▸ **Try it**:
Give the records below again in full, exactly as written, but without any images.

START Data for the task

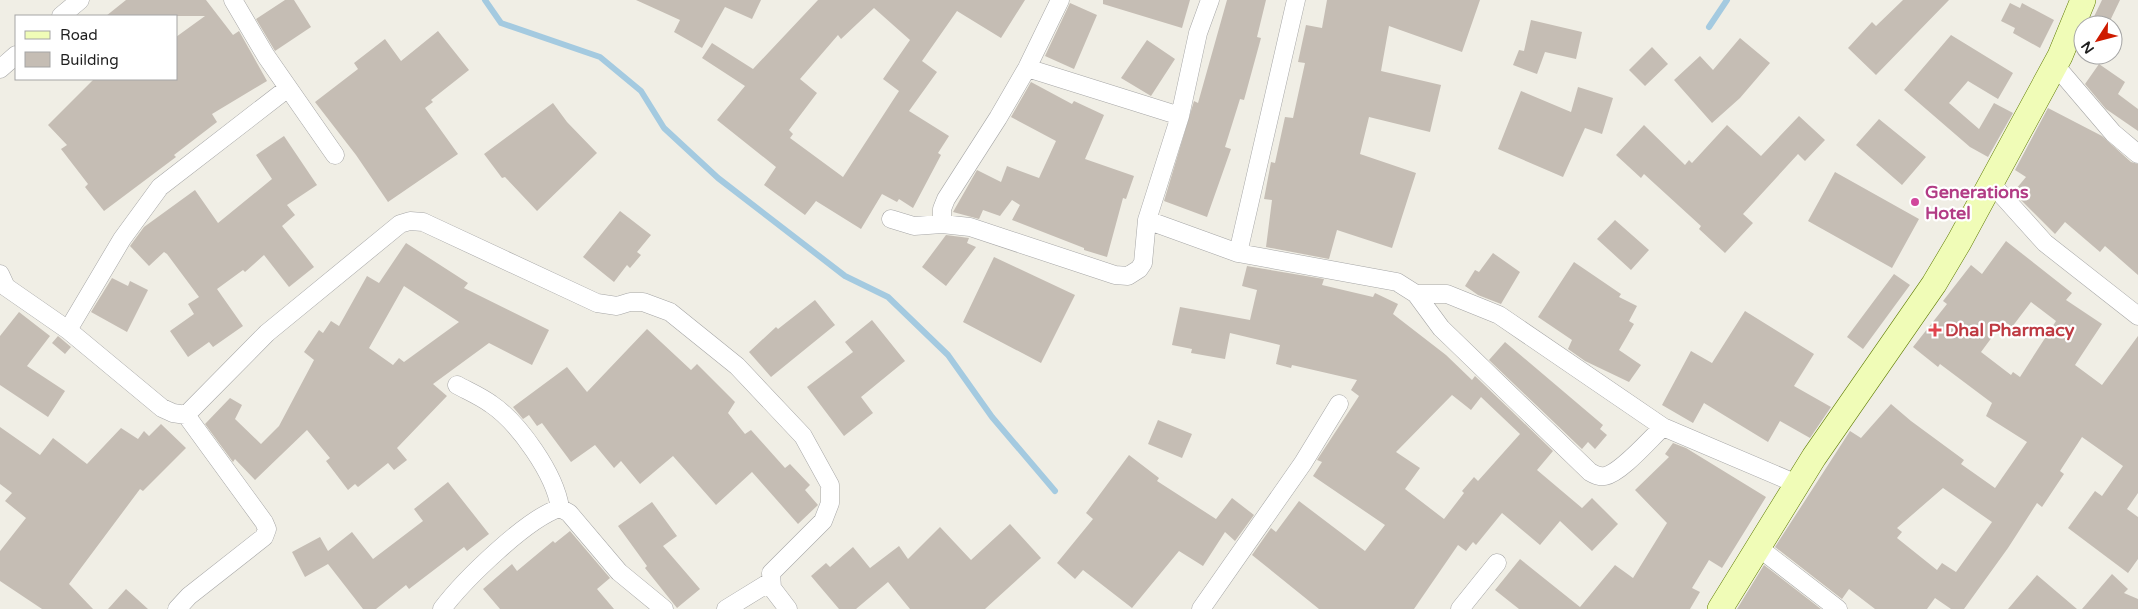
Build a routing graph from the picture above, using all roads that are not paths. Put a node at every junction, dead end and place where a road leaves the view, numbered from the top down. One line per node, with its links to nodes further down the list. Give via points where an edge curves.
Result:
1 (80, 0): 7 (street)
2 (233, 0): 12 (street)
3 (1060, 0): 10 (street)
4 (1210, 0): 13 (street, via 1198,33)
5 (1296, 0): 20 (street)
6 (2083, 0): 9 (street)
7 (62, 15)
8 (15, 56): 11 (street)
9 (2055, 65): 14 (street, via 2113,133); 16 (street)
10 (1027, 68): 13 (street); 19 (street, via 946,198)
11 (0, 70)
12 (288, 88): 15 (street); 24 (street, via 160,187 122,239)
13 (1180, 116): 18 (street)
14 (2138, 154)
15 (334, 155)
16 (1991, 183): 23 (street, via 2046,243); 29 (street, via 1934,284)
17 (891, 219): 19 (street, via 914,226)
18 (1147, 220): 19 (street, via 1143,263 1133,273 1121,276 992,233); 20 (street)
19 (942, 224)
20 (1238, 253): 22 (street, via 1397,282)
21 (2, 285): 24 (street)
22 (1416, 294): 28 (street, via 1447,294 1499,315); 28 (street, via 1441,328 1590,472 1607,476 1616,471)
23 (2138, 316)
24 (68, 330): 27 (street, via 162,408)
25 (457, 384): 30 (street, via 492,404 513,423 547,472)
26 (1339, 404): 39 (street)
27 (186, 414): 33 (street, via 267,333 393,230 410,221 423,222 597,303 617,306 643,302 670,312 737,366 803,436 830,485 830,503 823,522 771,573); 34 (street, via 267,529 264,537 188,596)
28 (1663, 427): 29 (street)
29 (1797, 484): 31 (street)
30 (560, 508): 35 (street, via 512,538 458,588); 36 (street, via 569,513 619,572)
31 (1759, 548): 41 (street); 42 (street)
32 (1497, 564): 40 (street)
33 (770, 582): 37 (street); 38 (street)
34 (177, 609)
35 (442, 609)
36 (664, 609)
37 (726, 609)
38 (788, 609)
39 (1201, 609)
40 (1460, 609)
41 (1720, 609)
42 (1838, 609)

END Data for the task

▸ **Exercise response**:
Build a routing graph from the picture above, using all roads that are not paths. Put a node at every junction, dead end and place where a road leaves the view, numbered from the top down. One line per node, with its links to nodes further down the list. Give via points where an edge curves.
Result:
1 (80, 0): 7 (street)
2 (233, 0): 12 (street)
3 (1060, 0): 10 (street)
4 (1210, 0): 13 (street, via 1198,33)
5 (1296, 0): 20 (street)
6 (2083, 0): 9 (street)
7 (62, 15)
8 (15, 56): 11 (street)
9 (2055, 65): 14 (street, via 2113,133); 16 (street)
10 (1027, 68): 13 (street); 19 (street, via 946,198)
11 (0, 70)
12 (288, 88): 15 (street); 24 (street, via 160,187 122,239)
13 (1180, 116): 18 (street)
14 (2138, 154)
15 (334, 155)
16 (1991, 183): 23 (street, via 2046,243); 29 (street, via 1934,284)
17 (891, 219): 19 (street, via 914,226)
18 (1147, 220): 19 (street, via 1143,263 1133,273 1121,276 992,233); 20 (street)
19 (942, 224)
20 (1238, 253): 22 (street, via 1397,282)
21 (2, 285): 24 (street)
22 (1416, 294): 28 (street, via 1447,294 1499,315); 28 (street, via 1441,328 1590,472 1607,476 1616,471)
23 (2138, 316)
24 (68, 330): 27 (street, via 162,408)
25 (457, 384): 30 (street, via 492,404 513,423 547,472)
26 (1339, 404): 39 (street)
27 (186, 414): 33 (street, via 267,333 393,230 410,221 423,222 597,303 617,306 643,302 670,312 737,366 803,436 830,485 830,503 823,522 771,573); 34 (street, via 267,529 264,537 188,596)
28 (1663, 427): 29 (street)
29 (1797, 484): 31 (street)
30 (560, 508): 35 (street, via 512,538 458,588); 36 (street, via 569,513 619,572)
31 (1759, 548): 41 (street); 42 (street)
32 (1497, 564): 40 (street)
33 (770, 582): 37 (street); 38 (street)
34 (177, 609)
35 (442, 609)
36 (664, 609)
37 (726, 609)
38 (788, 609)
39 (1201, 609)
40 (1460, 609)
41 (1720, 609)
42 (1838, 609)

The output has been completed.